Change 818287 merged by jenkins-bot:

[mediawiki/libs/Equivset@master] Expand set for lower/upper case characters which are alone in the set

https://gerrit.wikimedia.org/r/818287

Trying to structure the task a bit to mention which was done by the merged patch set

From the task description:
ccnorm( 'ÈÉÊẼÌÍÏÓÒÔÕÚŰÜŨ' )

are now part of Equivset (from the list in the task description are the following characters missing in equivset ∅Q̃), it needs a new release to get them working in AbuseFilter on wmf wikis

ccnorm( 'ĈĆČĎĘĒĔĖĚĜĢĤĨĪĬĶÑŃŇNŌŎŐŨŪŮŰŲŴÝŶŸŹŻŽ' )

are now part of Equivset (from the list in the comment are the following characters missing in equivset ∆д©€İĴĵʼnŊŋ₱π®µ×), it needs a new release to get them working in AbuseFilter on wmf wikis

ccnorm( '¡' )

the character is missing in equivset

Change 904831 had a related patch set uploaded (by Umherirrender; author: Umherirrender):

[mediawiki/libs/Equivset@master] Add ¡¥©ªµ×İĴĵʼnŊŋ€₱∅

https://gerrit.wikimedia.org/r/904831

The in the task description is a composite character of Q and ̃. such characters are not handled by EquivSet.

I would not agree on visually similar for ∆дπ.
I have added the other with a new patch set for review.

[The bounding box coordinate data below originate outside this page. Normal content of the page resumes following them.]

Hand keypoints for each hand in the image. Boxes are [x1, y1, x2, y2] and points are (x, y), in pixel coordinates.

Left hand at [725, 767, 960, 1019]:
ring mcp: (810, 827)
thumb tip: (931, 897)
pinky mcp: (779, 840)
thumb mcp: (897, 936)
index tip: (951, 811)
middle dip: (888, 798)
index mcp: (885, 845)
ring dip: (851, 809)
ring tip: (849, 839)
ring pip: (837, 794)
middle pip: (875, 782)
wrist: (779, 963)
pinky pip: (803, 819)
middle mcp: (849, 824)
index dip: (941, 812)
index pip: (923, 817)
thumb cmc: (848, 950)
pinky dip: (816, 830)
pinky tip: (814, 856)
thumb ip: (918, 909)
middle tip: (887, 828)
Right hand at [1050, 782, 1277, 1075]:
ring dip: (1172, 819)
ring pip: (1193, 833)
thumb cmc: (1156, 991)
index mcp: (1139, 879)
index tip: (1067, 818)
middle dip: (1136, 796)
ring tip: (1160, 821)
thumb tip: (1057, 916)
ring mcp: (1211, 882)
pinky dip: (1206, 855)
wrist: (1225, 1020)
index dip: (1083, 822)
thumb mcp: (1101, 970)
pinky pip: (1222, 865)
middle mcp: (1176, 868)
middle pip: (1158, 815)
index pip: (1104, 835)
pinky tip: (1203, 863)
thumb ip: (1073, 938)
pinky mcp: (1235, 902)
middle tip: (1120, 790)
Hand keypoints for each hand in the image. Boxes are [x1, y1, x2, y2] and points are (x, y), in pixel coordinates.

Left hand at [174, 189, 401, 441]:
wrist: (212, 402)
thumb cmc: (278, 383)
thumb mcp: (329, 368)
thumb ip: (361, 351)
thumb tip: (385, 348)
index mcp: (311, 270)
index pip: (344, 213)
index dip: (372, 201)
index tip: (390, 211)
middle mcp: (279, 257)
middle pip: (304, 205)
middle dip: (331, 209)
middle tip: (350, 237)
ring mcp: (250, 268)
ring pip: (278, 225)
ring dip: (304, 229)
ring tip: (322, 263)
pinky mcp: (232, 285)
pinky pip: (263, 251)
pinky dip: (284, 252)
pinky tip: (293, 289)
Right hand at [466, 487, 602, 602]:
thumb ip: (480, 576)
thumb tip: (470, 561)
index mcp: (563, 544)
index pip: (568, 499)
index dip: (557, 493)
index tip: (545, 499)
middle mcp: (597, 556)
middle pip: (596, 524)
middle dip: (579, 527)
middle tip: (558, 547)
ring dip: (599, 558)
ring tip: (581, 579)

Change 904831 merged by jenkins-bot:

[mediawiki/libs/Equivset@master] Add ¡¥©ªµ×İĴĵʼnŊŋ€₱∅

https://gerrit.wikimedia.org/r/904831

it needs a new release to get them working in AbuseFilter on wmf wikis

Please create a new task when the remaining or more characters should be added, to make the discussion easier.